#### MATERIAL TO PROCESS ####

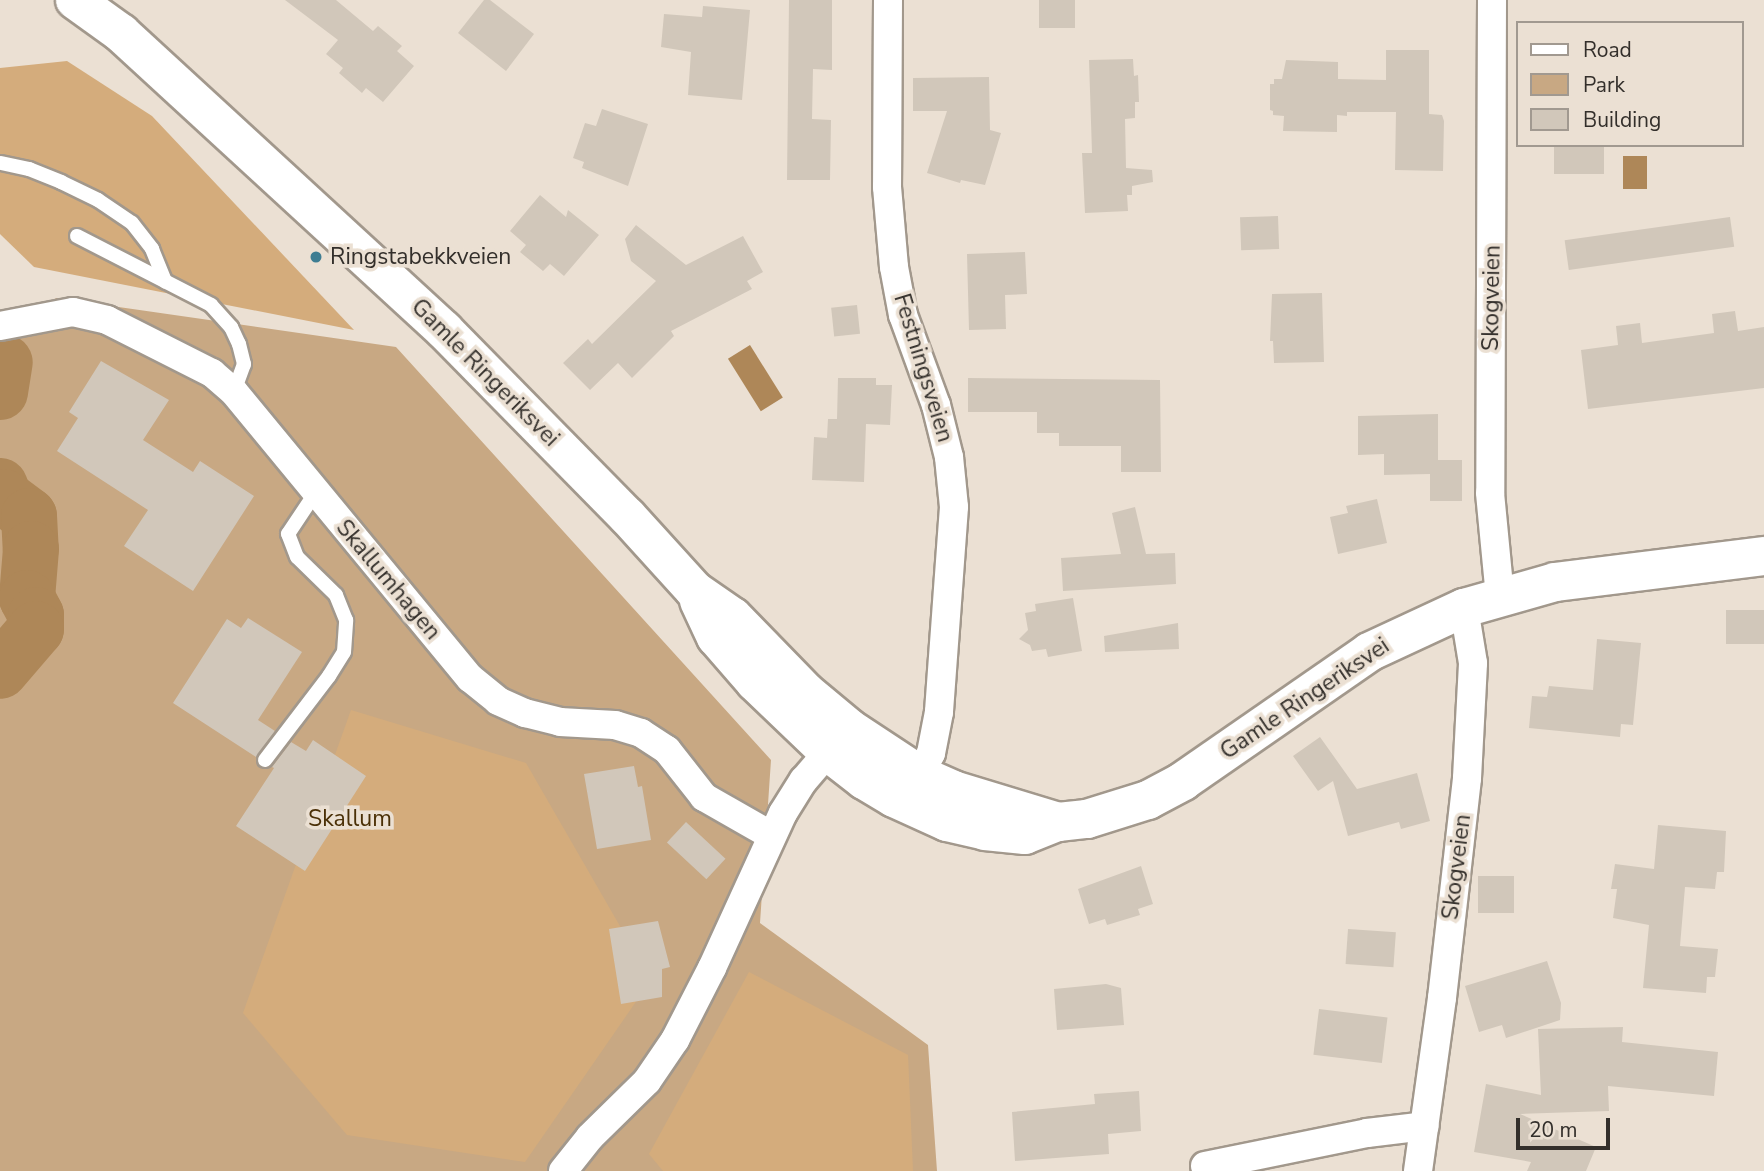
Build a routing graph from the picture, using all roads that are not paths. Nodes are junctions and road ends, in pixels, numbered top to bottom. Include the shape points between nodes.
1 (75, 0) edge
2 (888, 0) edge
3 (1492, 0) edge
4 (1, 163) edge
5 (77, 236) dead end
6 (165, 281) junction
7 (8, 324) edge
8 (234, 391) junction
9 (316, 492) junction
10 (1764, 556) edge
11 (1500, 596) junction
12 (1464, 608) junction
13 (838, 740) junction
14 (265, 760) dead end
15 (920, 775) junction
16 (1058, 822) junction
17 (772, 836) junction
18 (1425, 1126) junction
19 (1205, 1169) edge
20 (563, 1171) edge
21 (1418, 1171) edge

1 - 13 main road, Gamle Ringeriksvei via 131,41 444,330 628,516 694,590 716,637 755,682
2 - 15 street, Festningsveien via 887,187 894,267 903,316 946,444 954,507 939,712
3 - 11 street, Skogveien via 1490,493
4 - 6 lane via 61,181 132,223 152,249
5 - 6 lane
6 - 8 lane via 211,305 231,327 244,364
7 - 8 street, Skallumhagen via 73,312 107,320 193,362
8 - 9 street, Skallumhagen
9 - 14 lane via 288,534 297,557 336,595 346,621 344,652
9 - 17 street, Skallumhagen via 470,678 498,701 560,722 615,725 641,733 667,750 704,797
10 - 11 main road, Gamle Ringeriksvei via 1601,575
11 - 12 main road, Gamle Ringeriksvei
12 - 16 main road, Gamle Ringeriksvei via 1369,652 1184,781 1148,800 1087,819
12 - 18 street, Skogveien via 1473,663 1473,699
13 - 15 main road, Gamle Ringeriksvei
13 - 16 main road, Gamle Ringeriksvei via 894,798 947,822 1025,835
13 - 17 street via 804,780
15 - 16 main road, Gamle Ringeriksvei via 953,790
17 - 20 street via 675,1040 647,1081
18 - 19 street via 1367,1133
18 - 21 street, Skogveien

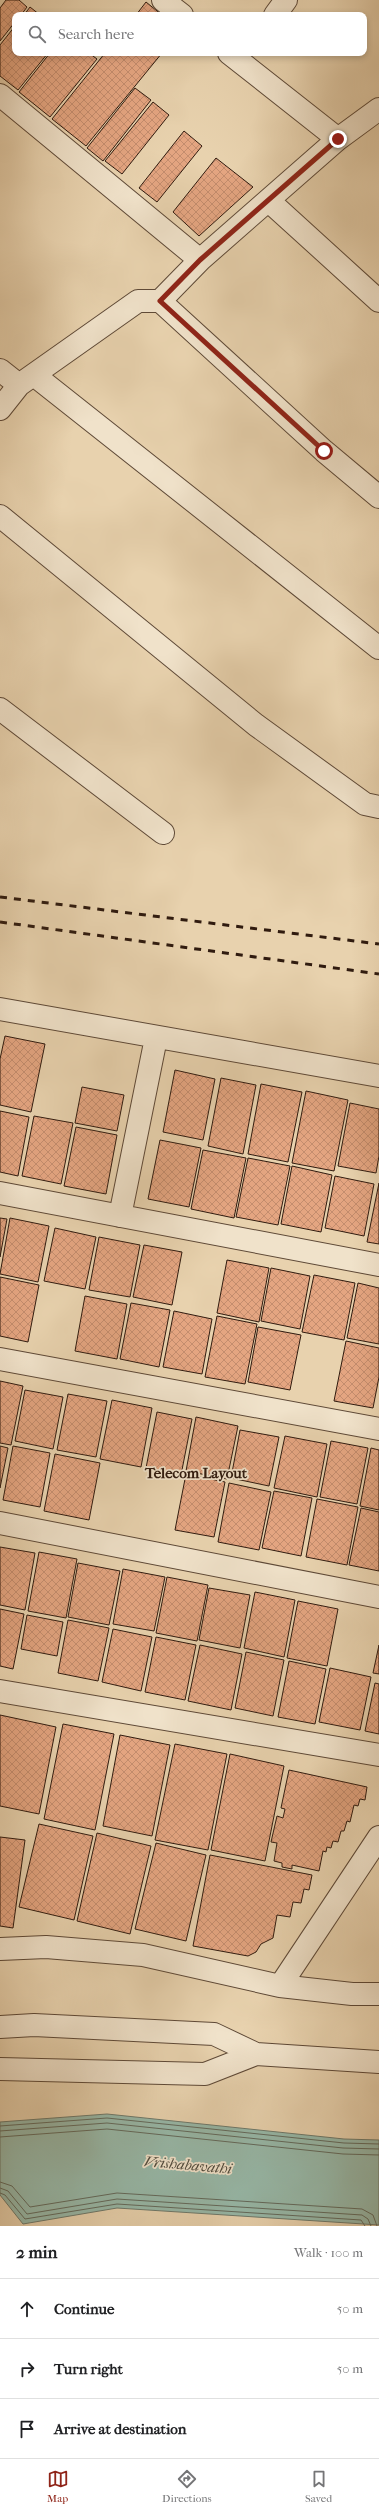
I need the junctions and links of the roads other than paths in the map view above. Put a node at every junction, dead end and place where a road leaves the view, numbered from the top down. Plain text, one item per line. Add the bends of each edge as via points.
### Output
1 (163, 0) edge
2 (286, 0) edge
3 (178, 12) edge
4 (277, 12) edge
5 (238, 56) edge
6 (0, 95) edge
7 (379, 109) edge
8 (338, 139) junction
9 (269, 201) junction
10 (200, 260) junction
11 (160, 301) junction
12 (379, 301) edge
13 (0, 370) edge
14 (27, 380) junction
15 (0, 409) edge
16 (379, 497) edge
17 (0, 516) edge
18 (379, 648) edge
19 (0, 709) edge
20 (379, 807) edge
21 (163, 833) dead end
22 (0, 1009) edge
23 (156, 1038) junction
24 (379, 1076) edge
25 (0, 1193) edge
26 (120, 1216) junction
27 (379, 1265) edge
28 (0, 1359) edge
29 (379, 1429) edge
30 (0, 1523) edge
31 (379, 1597) edge
32 (0, 1691) edge
33 (379, 1755) edge
34 (379, 1837) edge
35 (0, 1949) edge
36 (280, 1986) junction
37 (379, 1994) edge
38 (0, 2027) edge
39 (256, 2054) junction
40 (379, 2062) edge
41 (0, 2069) edge

1 - 3 street
2 - 4 street
5 - 8 street
6 - 10 street
7 - 8 street
8 - 9 street
9 - 10 street
9 - 12 street
10 - 11 street
11 - 14 street via 138,301
11 - 16 street via 324,451
13 - 14 street
14 - 15 street
14 - 18 street
17 - 20 street via 256,725 365,804
19 - 21 street
22 - 23 street
23 - 24 street
23 - 26 street
25 - 26 street
26 - 27 street
28 - 29 street
30 - 31 street
32 - 33 street
34 - 36 street
35 - 36 street via 46,1947 142,1956
36 - 37 street via 352,1994
38 - 39 street via 34,2025 214,2034
39 - 40 street
39 - 41 street via 205,2074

####

State the count of lines in the material above that include "from", with no other words.

2